Pseudorhabdosynochus cyanopodus

Scientific classification
- Kingdom: Animalia
- Phylum: Platyhelminthes
- Class: Monogenea
- Order: Dactylogyridea
- Family: Diplectanidae
- Genus: Pseudorhabdosynochus
- Species: P. cyanopodus
- Binomial name: Pseudorhabdosynochus cyanopodus Sigura & Justine, 2008

= Pseudorhabdosynochus cyanopodus =

- Genus: Pseudorhabdosynochus
- Species: cyanopodus
- Authority: Sigura & Justine, 2008

Species of flatworm

Pseudorhabdosynochus cyanopodus is a species of diplectanid monogenean that is parasitic on the gills of the blue grouper Epinephelus cyanopodus.
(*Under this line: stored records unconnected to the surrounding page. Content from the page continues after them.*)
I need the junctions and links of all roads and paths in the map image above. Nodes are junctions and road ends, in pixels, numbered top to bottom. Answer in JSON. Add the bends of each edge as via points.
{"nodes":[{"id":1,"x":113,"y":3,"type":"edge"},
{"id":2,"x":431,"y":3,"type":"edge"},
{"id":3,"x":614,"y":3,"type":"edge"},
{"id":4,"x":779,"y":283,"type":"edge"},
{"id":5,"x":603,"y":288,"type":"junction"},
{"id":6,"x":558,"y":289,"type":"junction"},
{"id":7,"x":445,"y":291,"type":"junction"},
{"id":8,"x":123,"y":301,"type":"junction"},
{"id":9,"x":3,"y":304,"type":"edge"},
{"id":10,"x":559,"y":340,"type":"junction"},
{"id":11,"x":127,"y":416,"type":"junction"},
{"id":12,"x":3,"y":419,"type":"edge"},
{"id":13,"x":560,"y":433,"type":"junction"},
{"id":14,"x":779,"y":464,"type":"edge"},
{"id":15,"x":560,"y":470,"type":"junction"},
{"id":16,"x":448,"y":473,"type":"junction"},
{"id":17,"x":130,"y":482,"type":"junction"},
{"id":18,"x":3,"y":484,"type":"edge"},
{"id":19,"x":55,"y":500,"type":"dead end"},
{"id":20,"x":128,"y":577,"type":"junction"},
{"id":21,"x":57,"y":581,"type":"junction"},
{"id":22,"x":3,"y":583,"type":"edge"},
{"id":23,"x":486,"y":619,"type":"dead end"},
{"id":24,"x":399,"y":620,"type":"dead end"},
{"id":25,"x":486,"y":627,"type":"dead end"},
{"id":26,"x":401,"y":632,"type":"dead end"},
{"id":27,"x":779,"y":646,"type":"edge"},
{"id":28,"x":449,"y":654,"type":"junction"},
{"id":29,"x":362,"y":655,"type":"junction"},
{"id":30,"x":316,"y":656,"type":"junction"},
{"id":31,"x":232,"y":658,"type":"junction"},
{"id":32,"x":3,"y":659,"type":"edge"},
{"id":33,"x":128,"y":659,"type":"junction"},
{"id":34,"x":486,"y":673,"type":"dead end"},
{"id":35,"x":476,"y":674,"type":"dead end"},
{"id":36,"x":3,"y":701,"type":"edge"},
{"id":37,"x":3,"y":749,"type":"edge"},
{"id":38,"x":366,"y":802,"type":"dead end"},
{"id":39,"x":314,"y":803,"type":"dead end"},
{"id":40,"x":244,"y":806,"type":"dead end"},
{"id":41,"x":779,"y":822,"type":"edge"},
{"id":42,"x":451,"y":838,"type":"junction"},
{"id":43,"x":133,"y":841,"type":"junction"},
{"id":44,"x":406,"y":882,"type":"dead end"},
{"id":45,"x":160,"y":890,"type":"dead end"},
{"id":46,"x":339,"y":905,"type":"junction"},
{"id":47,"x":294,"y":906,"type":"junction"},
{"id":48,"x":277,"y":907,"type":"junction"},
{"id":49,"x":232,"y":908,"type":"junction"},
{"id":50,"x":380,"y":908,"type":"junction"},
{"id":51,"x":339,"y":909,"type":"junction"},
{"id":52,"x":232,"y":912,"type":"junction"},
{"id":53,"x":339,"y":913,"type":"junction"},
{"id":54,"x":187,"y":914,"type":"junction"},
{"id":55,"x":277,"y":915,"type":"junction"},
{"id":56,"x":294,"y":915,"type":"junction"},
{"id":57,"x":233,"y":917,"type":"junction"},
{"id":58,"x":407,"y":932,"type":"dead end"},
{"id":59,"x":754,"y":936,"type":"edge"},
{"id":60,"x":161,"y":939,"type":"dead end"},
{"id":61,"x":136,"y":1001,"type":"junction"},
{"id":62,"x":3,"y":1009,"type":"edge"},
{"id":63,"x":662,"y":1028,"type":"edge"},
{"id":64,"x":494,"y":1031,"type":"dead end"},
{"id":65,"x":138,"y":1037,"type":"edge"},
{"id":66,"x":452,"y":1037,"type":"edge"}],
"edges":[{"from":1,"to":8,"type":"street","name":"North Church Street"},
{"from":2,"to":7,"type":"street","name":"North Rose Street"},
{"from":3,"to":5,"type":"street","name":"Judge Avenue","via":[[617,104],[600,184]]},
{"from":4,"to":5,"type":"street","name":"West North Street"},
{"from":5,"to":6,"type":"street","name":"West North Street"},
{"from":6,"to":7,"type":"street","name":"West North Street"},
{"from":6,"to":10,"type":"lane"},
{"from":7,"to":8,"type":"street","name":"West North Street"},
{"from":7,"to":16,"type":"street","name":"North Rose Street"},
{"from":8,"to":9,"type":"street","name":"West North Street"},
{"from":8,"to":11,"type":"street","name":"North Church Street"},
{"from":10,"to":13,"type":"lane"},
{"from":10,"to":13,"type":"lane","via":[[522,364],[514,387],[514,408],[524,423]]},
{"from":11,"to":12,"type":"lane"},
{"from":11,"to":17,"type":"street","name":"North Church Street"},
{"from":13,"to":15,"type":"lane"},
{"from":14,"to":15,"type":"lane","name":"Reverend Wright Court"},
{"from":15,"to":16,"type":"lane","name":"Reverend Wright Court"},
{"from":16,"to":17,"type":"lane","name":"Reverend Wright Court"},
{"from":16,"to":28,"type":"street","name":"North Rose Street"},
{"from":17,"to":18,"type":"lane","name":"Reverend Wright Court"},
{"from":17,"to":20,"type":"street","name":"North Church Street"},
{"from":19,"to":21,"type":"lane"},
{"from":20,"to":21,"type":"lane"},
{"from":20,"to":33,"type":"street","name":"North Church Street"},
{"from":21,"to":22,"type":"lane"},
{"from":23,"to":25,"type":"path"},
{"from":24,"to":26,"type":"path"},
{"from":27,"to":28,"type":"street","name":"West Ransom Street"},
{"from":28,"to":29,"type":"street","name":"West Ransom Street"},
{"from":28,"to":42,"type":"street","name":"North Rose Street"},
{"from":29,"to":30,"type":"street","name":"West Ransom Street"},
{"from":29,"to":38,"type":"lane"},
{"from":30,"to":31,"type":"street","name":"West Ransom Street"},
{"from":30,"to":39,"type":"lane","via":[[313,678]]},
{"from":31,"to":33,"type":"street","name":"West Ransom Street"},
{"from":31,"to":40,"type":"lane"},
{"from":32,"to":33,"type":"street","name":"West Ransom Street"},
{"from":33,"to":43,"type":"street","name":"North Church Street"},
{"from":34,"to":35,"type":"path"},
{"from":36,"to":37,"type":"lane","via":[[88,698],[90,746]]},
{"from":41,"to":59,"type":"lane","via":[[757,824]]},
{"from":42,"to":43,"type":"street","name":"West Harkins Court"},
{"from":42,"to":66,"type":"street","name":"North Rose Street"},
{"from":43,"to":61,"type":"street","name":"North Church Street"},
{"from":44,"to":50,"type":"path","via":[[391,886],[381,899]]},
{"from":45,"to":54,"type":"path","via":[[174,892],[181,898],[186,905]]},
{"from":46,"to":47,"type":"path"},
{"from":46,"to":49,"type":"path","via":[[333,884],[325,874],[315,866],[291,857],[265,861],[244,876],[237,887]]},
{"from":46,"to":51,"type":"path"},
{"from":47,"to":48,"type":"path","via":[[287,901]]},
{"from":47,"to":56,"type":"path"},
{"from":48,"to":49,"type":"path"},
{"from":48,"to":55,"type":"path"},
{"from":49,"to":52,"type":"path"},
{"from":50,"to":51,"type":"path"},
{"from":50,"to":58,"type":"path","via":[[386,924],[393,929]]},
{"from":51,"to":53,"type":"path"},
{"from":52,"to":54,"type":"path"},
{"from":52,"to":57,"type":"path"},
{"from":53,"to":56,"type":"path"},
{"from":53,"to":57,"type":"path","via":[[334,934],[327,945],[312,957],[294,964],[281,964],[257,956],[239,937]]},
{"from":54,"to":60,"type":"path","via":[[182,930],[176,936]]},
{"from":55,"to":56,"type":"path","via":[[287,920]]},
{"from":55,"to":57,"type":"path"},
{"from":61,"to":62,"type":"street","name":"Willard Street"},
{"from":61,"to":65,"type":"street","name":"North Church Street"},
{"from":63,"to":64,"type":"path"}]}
It was described in 2008.

==Description==
Pseudorhabdosynochus cyanopodus is a small monogenean, 300–700 μm in length. The species has the general characteristics of other species of Pseudorhabdosynochus, with a flat body and a posterior haptor, which is the organ by which the monogenean attaches itself to the gill of is host. The haptor bears two squamodiscs, one ventral and one dorsal. The sclerotized male copulatory organ, or "quadriloculate organ", has the shape of a bean with four internal chambers, as in other species of Pseudorhabdosynochus.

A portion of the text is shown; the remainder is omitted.